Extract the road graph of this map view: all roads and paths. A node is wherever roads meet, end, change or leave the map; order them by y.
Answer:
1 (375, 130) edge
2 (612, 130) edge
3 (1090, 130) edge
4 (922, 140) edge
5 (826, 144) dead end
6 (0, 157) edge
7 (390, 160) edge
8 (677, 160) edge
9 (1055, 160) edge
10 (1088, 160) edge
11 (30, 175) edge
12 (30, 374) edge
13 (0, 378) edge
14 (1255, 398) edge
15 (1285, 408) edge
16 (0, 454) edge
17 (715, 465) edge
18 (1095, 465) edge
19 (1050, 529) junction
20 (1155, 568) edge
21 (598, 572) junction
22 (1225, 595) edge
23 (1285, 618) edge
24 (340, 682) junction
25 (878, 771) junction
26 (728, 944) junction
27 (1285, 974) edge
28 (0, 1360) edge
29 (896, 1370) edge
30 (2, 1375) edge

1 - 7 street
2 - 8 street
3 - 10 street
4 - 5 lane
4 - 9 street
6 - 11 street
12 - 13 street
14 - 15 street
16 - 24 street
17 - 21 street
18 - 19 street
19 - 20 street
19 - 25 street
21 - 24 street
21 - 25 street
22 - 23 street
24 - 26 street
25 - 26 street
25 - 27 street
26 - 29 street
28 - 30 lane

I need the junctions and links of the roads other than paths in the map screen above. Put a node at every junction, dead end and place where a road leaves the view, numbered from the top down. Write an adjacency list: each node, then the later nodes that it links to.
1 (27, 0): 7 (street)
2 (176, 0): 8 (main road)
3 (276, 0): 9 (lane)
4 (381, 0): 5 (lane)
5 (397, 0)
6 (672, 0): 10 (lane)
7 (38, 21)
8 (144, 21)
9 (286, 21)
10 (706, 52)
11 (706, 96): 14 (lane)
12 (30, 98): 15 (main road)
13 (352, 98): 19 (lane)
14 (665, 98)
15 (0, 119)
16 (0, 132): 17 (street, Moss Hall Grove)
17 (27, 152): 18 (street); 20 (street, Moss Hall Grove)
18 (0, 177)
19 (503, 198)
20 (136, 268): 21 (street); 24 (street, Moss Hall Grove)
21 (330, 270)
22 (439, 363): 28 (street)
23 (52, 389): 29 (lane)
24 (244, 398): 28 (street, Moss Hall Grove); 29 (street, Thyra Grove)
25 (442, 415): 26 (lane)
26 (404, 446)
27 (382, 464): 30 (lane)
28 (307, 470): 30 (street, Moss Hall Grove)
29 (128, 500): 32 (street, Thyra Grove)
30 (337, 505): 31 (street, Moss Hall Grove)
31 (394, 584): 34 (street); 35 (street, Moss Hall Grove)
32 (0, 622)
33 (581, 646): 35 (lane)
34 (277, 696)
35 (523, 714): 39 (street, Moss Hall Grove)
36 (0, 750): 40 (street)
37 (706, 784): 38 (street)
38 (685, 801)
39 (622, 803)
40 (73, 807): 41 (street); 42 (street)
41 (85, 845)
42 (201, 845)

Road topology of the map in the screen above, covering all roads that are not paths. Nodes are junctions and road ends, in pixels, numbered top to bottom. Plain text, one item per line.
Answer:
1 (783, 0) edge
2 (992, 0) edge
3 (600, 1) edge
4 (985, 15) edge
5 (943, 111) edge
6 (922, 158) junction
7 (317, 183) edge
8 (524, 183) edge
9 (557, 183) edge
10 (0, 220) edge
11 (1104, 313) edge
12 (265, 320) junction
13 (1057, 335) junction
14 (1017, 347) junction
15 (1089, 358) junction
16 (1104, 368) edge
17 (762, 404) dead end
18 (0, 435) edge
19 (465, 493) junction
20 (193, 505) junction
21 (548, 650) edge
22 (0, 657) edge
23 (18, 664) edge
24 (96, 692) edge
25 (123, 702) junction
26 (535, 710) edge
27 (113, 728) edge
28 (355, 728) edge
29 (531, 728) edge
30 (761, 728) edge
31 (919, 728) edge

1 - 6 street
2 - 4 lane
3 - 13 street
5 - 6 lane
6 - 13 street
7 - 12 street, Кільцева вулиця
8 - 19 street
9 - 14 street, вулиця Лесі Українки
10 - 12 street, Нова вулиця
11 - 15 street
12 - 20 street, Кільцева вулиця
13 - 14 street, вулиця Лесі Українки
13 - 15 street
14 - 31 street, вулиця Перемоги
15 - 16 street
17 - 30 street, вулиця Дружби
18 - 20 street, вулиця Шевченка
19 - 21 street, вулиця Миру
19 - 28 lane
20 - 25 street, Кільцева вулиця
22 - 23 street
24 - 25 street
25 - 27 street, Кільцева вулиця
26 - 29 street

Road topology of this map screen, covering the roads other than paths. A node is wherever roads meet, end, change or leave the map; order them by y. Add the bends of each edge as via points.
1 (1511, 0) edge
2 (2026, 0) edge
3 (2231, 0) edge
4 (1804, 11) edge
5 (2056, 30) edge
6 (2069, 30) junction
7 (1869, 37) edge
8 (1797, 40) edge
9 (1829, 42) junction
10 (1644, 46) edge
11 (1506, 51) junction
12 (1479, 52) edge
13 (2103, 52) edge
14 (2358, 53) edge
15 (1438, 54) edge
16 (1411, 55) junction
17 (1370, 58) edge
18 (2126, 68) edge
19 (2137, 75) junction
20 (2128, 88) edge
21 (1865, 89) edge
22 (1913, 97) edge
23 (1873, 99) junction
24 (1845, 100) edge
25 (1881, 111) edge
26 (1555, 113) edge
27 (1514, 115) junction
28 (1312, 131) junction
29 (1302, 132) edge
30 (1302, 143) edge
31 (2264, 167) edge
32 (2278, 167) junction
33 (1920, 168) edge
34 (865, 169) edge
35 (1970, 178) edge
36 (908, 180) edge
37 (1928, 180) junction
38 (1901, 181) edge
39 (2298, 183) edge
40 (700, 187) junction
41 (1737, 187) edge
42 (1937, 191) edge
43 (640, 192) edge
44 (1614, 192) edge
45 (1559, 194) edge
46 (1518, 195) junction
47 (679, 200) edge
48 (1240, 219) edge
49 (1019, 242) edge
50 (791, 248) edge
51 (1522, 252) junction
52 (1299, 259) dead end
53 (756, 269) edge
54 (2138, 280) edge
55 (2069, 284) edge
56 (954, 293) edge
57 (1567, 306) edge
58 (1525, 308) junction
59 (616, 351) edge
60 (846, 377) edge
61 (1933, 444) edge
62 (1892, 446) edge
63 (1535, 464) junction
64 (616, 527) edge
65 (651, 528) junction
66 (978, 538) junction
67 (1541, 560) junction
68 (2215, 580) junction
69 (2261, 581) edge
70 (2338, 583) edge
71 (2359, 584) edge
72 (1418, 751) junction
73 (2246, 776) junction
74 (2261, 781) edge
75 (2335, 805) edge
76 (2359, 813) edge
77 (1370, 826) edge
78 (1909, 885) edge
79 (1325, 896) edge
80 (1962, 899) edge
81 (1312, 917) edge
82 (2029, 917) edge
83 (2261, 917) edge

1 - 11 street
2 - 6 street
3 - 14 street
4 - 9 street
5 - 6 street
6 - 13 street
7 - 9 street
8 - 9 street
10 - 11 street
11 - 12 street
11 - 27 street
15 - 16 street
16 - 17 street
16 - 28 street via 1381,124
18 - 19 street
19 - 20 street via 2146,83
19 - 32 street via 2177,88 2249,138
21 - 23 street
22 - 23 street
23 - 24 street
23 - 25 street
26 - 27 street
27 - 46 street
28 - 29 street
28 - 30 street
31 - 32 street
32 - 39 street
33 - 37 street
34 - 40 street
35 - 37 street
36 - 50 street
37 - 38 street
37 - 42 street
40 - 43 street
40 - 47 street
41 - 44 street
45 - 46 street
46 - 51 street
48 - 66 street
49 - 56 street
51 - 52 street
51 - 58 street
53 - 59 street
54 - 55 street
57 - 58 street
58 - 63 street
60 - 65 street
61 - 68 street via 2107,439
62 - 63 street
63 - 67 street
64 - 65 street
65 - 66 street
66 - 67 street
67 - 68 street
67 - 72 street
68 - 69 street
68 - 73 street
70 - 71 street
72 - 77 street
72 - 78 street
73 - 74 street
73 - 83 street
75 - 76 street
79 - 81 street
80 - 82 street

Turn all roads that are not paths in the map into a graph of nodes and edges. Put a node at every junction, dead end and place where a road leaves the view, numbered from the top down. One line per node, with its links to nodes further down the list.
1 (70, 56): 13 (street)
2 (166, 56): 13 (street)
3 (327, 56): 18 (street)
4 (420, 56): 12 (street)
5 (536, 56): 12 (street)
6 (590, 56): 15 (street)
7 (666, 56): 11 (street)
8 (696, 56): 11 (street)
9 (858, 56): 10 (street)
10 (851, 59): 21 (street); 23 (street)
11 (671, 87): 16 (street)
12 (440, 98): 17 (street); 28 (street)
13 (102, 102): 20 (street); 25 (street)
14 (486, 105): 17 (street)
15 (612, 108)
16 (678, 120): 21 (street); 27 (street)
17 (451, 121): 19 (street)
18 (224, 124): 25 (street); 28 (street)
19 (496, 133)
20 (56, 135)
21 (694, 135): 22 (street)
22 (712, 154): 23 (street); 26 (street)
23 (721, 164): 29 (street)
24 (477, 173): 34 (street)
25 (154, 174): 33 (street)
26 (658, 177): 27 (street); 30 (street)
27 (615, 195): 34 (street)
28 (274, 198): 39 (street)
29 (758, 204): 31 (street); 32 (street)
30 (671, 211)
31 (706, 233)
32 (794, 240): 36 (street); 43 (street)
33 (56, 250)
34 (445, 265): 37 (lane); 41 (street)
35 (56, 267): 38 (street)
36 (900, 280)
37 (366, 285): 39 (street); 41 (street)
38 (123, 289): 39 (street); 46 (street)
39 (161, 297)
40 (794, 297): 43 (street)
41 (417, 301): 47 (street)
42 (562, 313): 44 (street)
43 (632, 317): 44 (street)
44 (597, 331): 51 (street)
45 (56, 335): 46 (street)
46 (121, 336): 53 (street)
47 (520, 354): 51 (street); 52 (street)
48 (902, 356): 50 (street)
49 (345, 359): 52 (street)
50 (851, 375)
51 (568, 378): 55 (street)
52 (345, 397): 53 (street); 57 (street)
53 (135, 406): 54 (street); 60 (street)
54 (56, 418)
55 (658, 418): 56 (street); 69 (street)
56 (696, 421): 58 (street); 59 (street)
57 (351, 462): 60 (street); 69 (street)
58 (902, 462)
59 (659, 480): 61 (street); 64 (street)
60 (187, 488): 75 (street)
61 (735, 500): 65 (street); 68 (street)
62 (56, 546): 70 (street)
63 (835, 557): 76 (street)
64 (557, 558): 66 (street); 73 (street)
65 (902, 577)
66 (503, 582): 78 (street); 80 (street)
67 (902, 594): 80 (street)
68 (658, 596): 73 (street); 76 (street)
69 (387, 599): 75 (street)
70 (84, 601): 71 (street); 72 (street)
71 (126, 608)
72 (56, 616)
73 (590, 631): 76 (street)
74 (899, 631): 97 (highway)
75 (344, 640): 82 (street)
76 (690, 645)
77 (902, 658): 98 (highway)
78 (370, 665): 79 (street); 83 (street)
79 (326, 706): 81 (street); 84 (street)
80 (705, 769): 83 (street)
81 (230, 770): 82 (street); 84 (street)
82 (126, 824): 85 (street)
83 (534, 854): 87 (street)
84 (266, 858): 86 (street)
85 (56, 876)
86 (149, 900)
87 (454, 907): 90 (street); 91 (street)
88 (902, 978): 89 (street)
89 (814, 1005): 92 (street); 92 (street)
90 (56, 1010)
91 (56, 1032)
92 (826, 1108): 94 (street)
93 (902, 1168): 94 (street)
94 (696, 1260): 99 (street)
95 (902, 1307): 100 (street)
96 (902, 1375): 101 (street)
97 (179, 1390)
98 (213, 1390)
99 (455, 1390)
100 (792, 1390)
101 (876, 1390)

------------------------------

## [Exercise]
Copy out each line carrying the string "highway" from the data.

## [Expected answer]
74 (899, 631): 97 (highway)
77 (902, 658): 98 (highway)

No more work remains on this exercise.